Un diputado de la Nación, José Luis Espert, fue invitado el 11 de junio de este año a participar del XVII Congreso Internacional de Comunicación Política en la sede de la Universidad Católica Argentina. En ese contexto, se citó a sí mismo para recordar un insulto desaforado a Florencia Kirchner: “¿Cómo no vas a estar amargada si sos hija de una gran p…?”, había escrito en X. Y se le ocurrió oportuno repetirlo con todas las letras ante ese auditorio académico. El público se incomodó, hubo reacciones espontáneas y le hicieron notar el desagrado. Algunos, incluso, le exigieron que se retirara; otros eligieron irse ellos. “Así no”, fue el mensaje de numerosos asistentes. Se pueden discutir ideas y personas. Se lo puede hacer con vehemencia y un énfasis categórico. Pero llevar a un espacio institucional el lenguaje violento de la descalificación y el agravio rompe las reglas de la convivencia civilizada. El episodio mereció también un pronunciamiento formal de la UCA, a la que nadie podría imputarle afinidad con el kirchnerismo: “Son términos que contradicen los valores del respeto y el diálogo”, afirmó la universidad en un comunicado.

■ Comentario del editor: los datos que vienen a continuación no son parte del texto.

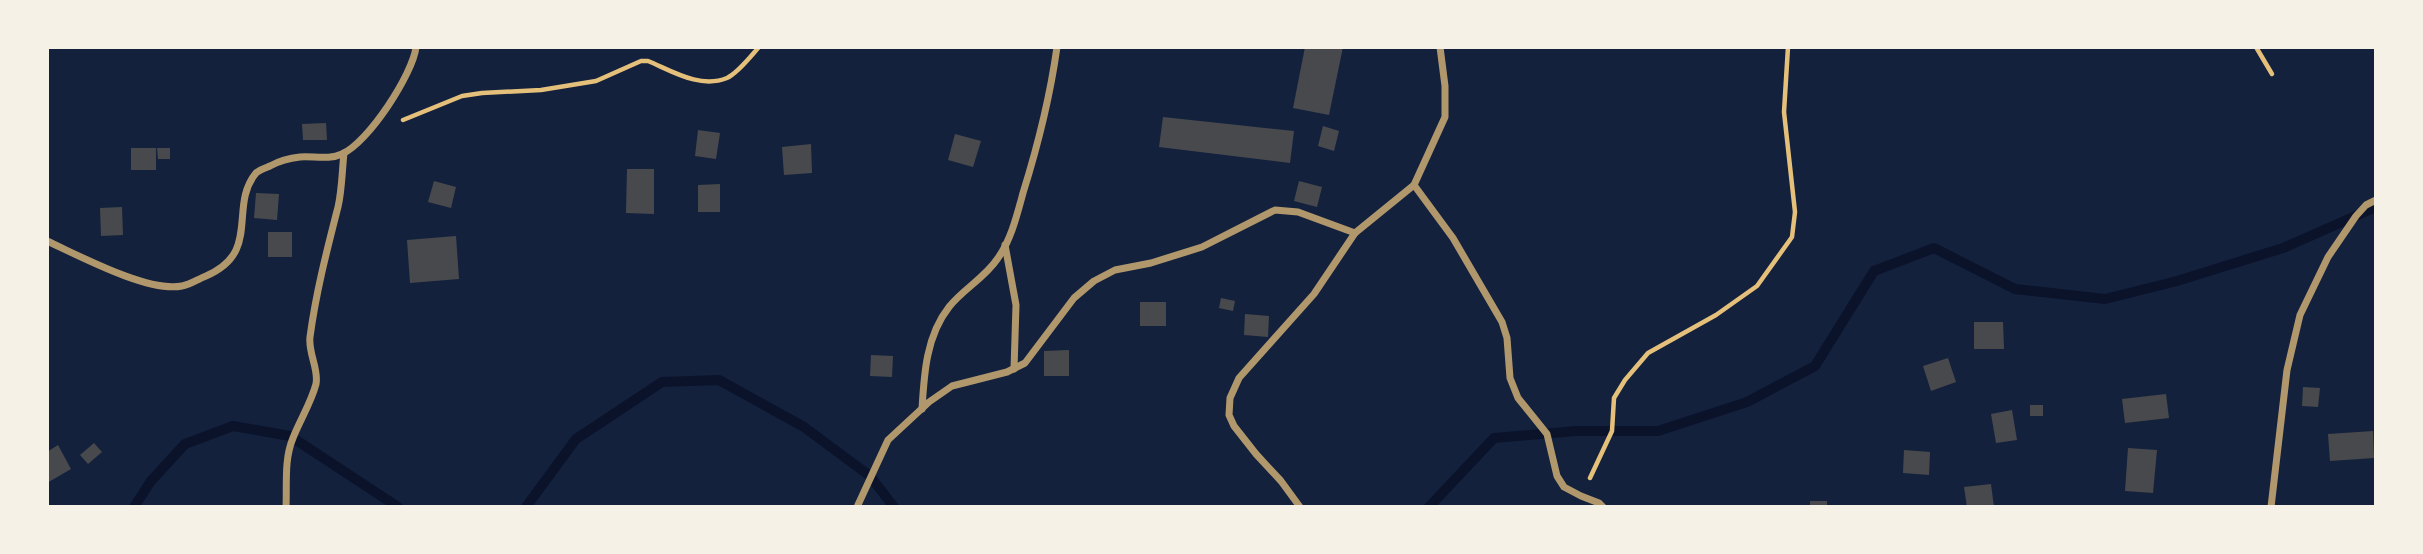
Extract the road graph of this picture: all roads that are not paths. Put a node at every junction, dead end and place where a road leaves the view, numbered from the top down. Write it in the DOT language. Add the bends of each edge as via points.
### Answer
graph roads {
  1 [pos="416,47"];
  2 [pos="1057,47"];
  3 [pos="1440,47"];
  4 [pos="344,153"];
  5 [pos="1414,185"];
  6 [pos="2376,200"];
  7 [pos="1355,233"];
  8 [pos="47,241"];
  9 [pos="1005,244"];
  10 [pos="1014,369"];
  11 [pos="922,410"];
  12 [pos="286,507"];
  13 [pos="857,507"];
  14 [pos="1300,507"];
  15 [pos="1603,507"];
  16 [pos="2271,507"];
  1 -- 4 [label="street" via="415,60 395,94 367,134"];
  2 -- 9 [label="street" via="1041,135"];
  3 -- 5 [label="street" via="1445,117"];
  4 -- 8 [label="street" via="279,161 257,171 244,194 237,249 220,270 181,286 107,270"];
  4 -- 12 [label="street" via="310,338 316,384 288,457"];
  5 -- 7 [label="street"];
  5 -- 15 [label="street" via="1453,238 1502,322 1510,378 1518,398 1547,434 1557,476 1564,487"];
  6 -- 16 [label="street" via="2356,216 2328,257 2301,315 2287,370"];
  7 -- 10 [label="street" via="1298,212 1275,210 1202,247 1115,270 1074,298 1025,363"];
  7 -- 14 [label="street" via="1314,294 1239,378 1230,398 1234,426"];
  9 -- 10 [label="street" via="1016,305"];
  9 -- 11 [label="street" via="971,288 948,307 932,338 924,370"];
  10 -- 11 [label="street" via="953,386"];
  11 -- 13 [label="street" via="888,440"];
}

Hace diez días, en una entrevista radial, un exembajador de la Argentina, el señor Diego Guelar, calificó al expresidente Macri de “reverendo hijo de p…” por haber respaldado una alianza electoral con el oficialismo. Tampoco se privó de usar todas las letras. Un grupo de exdiplomáticos que pertenecen a distintos sectores, y del que el propio Guelar formaba parte, decidió su expulsión inmediata. Al anunciar la medida aludió al “comportamiento violento y maleducado” de alguien que sirvió como embajador durante el gobierno de Macri. La reacción tuvo el mismo espíritu: se puede disentir, claro, pero la violencia y el agravio son inaceptables.
Las reacciones no solo se registran en la vida política. Una noticia reciente nos cuenta que los vecinos de un country de Berazategui rechazaron la solicitud del jefe de la barra brava de Boca, Rafael Di Zeo, para mudarse a ese lugar. Al menos en este caso, pesó más el prontuario que el dinero.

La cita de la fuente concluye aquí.